Capital Market Outlook
2020 was a year full of challenges. The coronavirus pandemic severely affected society at large, the global economy and, at times, also the capital markets. How the economy and financial markets will fare in 2021 will again rely to a large extent on how the coronavirus pandemic develops.
As the newly elected President Joe Biden takes office in the United States, the country is expected to return to a more predictable and reliable foreign trade policy. Trade conflicts are likely to ease.
The topic of sustainability is also playing an increasingly important role. Society, politicians and investors are attaching increasing importance to ecological criteria, in particular. The rescue and fiscal stimulus programs launched by governments and central banks are partly linked to criteria relating to environmental, social and governance aspects.
In line with a large number of analysts and market participants and we expect very receptive borrowing markets and attractive financing conditions to continue in the medium term due to an outlook that remains attractive, albeit less than in the past, and thanks to the ongoing high levels of liquidity.

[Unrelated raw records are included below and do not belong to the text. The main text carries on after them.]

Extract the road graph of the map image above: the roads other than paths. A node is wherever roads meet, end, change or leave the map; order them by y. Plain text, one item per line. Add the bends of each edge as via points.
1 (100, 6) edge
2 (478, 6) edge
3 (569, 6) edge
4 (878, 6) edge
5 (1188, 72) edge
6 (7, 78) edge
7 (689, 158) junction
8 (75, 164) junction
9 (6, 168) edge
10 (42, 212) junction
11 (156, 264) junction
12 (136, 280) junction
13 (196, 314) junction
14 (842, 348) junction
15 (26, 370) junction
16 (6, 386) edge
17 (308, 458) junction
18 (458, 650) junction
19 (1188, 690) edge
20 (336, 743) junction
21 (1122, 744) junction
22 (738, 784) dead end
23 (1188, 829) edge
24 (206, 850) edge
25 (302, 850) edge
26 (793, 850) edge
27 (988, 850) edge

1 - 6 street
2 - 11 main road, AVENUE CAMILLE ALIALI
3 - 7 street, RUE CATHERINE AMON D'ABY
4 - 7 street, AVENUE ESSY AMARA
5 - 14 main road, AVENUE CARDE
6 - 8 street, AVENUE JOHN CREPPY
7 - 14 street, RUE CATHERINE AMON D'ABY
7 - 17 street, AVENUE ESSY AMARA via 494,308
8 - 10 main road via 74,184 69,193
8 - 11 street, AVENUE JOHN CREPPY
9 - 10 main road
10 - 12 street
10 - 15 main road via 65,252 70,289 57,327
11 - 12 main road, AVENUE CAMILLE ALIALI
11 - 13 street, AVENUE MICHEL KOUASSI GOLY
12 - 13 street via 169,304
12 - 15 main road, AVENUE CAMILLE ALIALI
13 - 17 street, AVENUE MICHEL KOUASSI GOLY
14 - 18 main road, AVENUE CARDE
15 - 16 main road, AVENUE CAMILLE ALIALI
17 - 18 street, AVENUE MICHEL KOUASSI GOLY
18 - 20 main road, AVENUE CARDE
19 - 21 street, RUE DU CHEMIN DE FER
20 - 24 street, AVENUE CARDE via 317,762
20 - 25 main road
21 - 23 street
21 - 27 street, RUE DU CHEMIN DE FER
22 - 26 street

With a moderate level of debt that allows us to acquire a significant volume of financing eligible for the collateral pool and our investment grade rating as proof of our exceptionally stable business model, Vonovia’s debt instruments will remain a sought-after investment. We do not expect to see any direct correlation between interest rate developments and earnings given the long maturities of our financing instruments and the steady maturity profile. Rather, it is evident that the supply/demand situation regarding the residential real estate market and, as a result, rental development has much more of an impact on earnings. This is enhanced by the results of the Value-add Business, which is unrelated to interest rates.
We expect central banks to continue to pursue loose monetary policies, meaning that we do not predict any significant changes in key interest rates within the next 12 months. Provided that the coronavirus crisis does not escalate again, we do not expect to see any significant increase in risk premiums either, thanks to an improved economic outlook and sustained demand from the European Central Bank’s asset purchase program.